Before al-Marri began trial, the government removed him to military custody and asked that the charges against him be dismissed with prejudice (meaning that they cannot be re-filed upon his release). He has since remained in a naval brig in South Carolina. He holds the distinction of being the only domestically detained enemy combatant in U.S. custody.
The Fourth Circuit heard his habeas claim, releasing a fractured opinion. The panel found, 5-4 on each issue, that (1) the government can detain al-Marri as an enemy combatant; and that (2) al-Marri is owed more process to contest his status as an enemy combatant.
Wrong on the Law
What happens to al-Marri is important because, according to Bush administration attorneys, the treatment he gets is what any American citizen would get if detained by the government as an enemy combatant.
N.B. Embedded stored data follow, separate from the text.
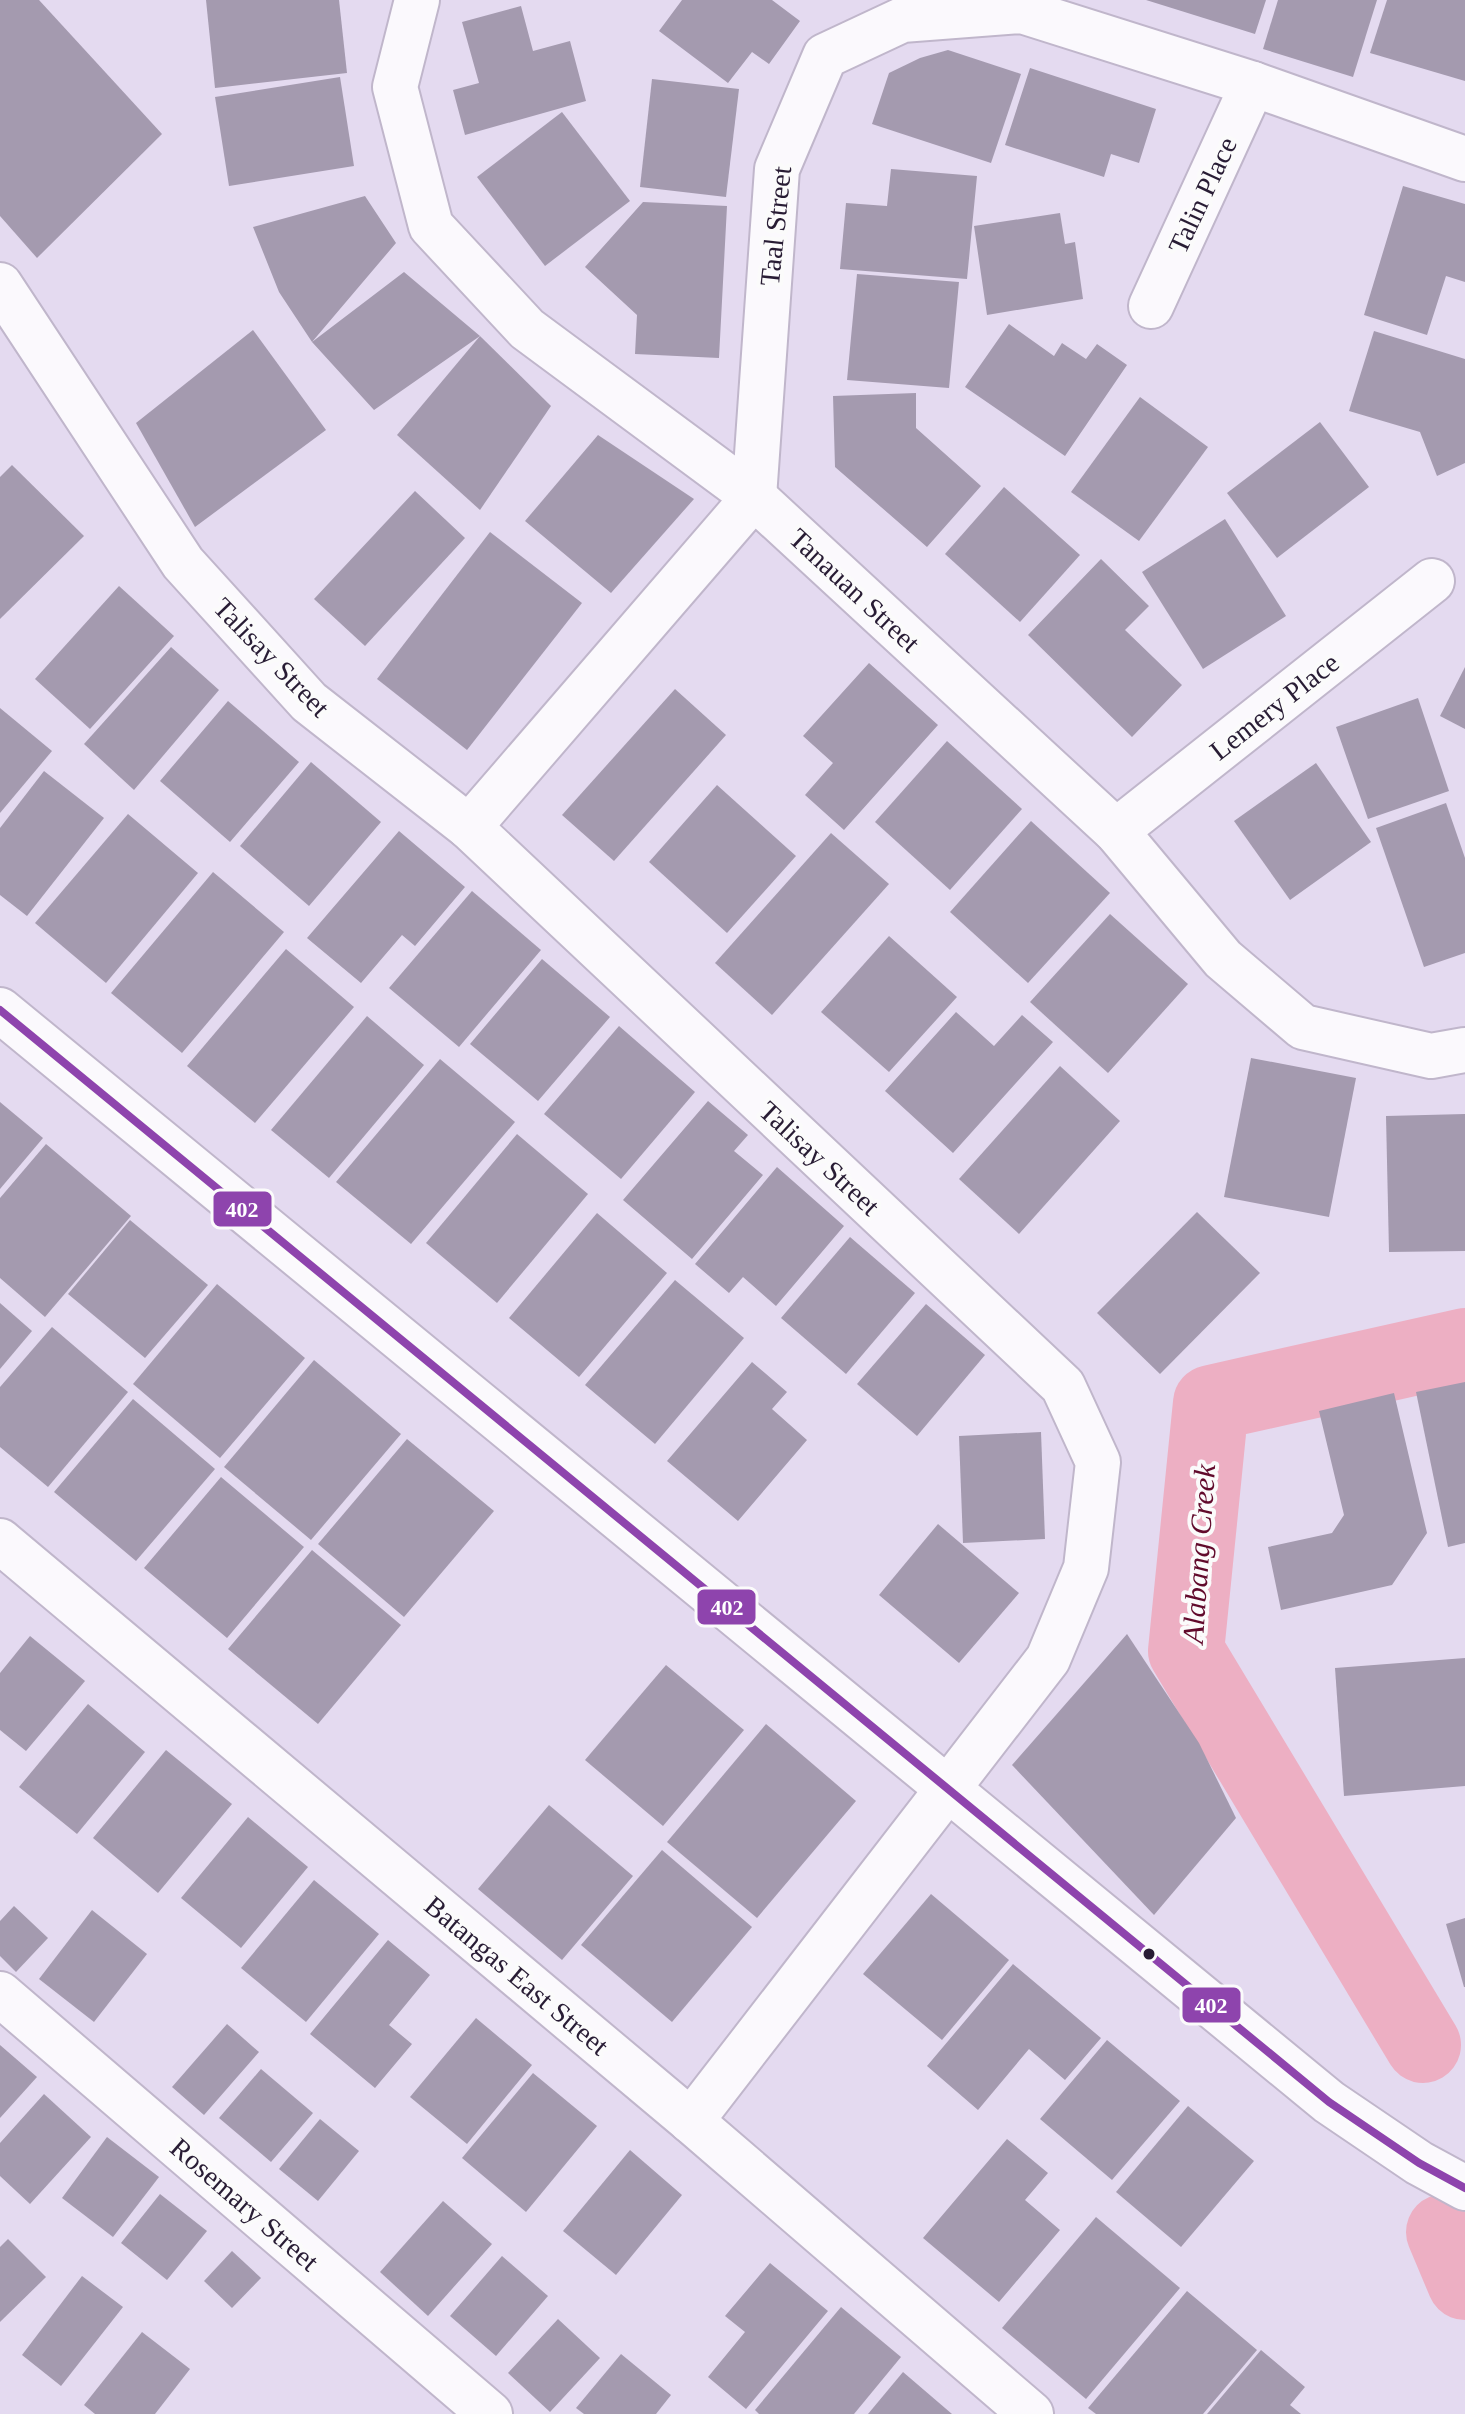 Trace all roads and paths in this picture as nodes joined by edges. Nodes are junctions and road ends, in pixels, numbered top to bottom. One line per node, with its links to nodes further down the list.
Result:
1 (417, 0): 6 (street, Tanauan Street)
2 (1253, 84): 3 (street, Taal Street); 5 (street, Talin Place); 6 (street, Taal Street)
3 (1465, 159)
4 (0, 285): 8 (street, Talisay Street)
5 (1151, 306)
6 (754, 497): 8 (street); 9 (street, Tanauan Street)
7 (1432, 581): 9 (street, Lemery Place)
8 (469, 827): 13 (street, Talisay Street)
9 (1116, 831): 11 (street, Tanauan Street)
10 (0, 1010): 13 (street)
11 (1465, 1050)
12 (0, 1541): 15 (street, Batangas East Street)
13 (951, 1788): 15 (street, Talisay Street); 16 (street)
14 (0, 1994): 17 (street, Rosemary Street)
15 (691, 2121): 18 (street, Batangas East Street)
16 (1465, 2188)
17 (490, 2414)
18 (1031, 2414)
Congress did not give the president domestic carte blanche in the Authorization for Use of Military Force (AUMF) passed after 9/11. Detention of al-Marri as an enemy combatant is directly contrary to Senate rejection of proposed domestic military powers and Patriot Act provisions providing for temporary detention of “terrorist aliens.”
The Supreme Court should reject this watering down of our essential civil liberties. Judge Motz of the Fourth Circuit does the math for us at page 45 of the Fourth Circuit’s opinion. Four justices (Stevens, Souter, Breyer, and Ginsburg) found in Rumsfeld v. Padilla that the AUMF “does not authorize … the protracted, incommunicado detention of American citizens arrested in the United States.” Justice Scalia filed a dissenting opinion in Hamdi v. Rumsfeld, holding that absent a suspension of the writ of habeas corpus, citizens cannot be held domestically as enemy combatants and must be tried in civilian courts.
Wrong on Policy
The course we have taken with al-Marri is as wrong on policy as it is on the law. Rather than give suspected Al Qaeda operatives the opportunity to play the martyr and wage propaganda warfare against us, we should be putting them in their proper place. Nobody’s heard from or cared about would-be shoe bomber Richard Reid since his conviction. He received the life sentence he deserved and we all went on with our lives. As Judge William Young said at Reid’s sentencing, “we all know that the way we treat you, Mr. Reid, is the measure of our own liberties.”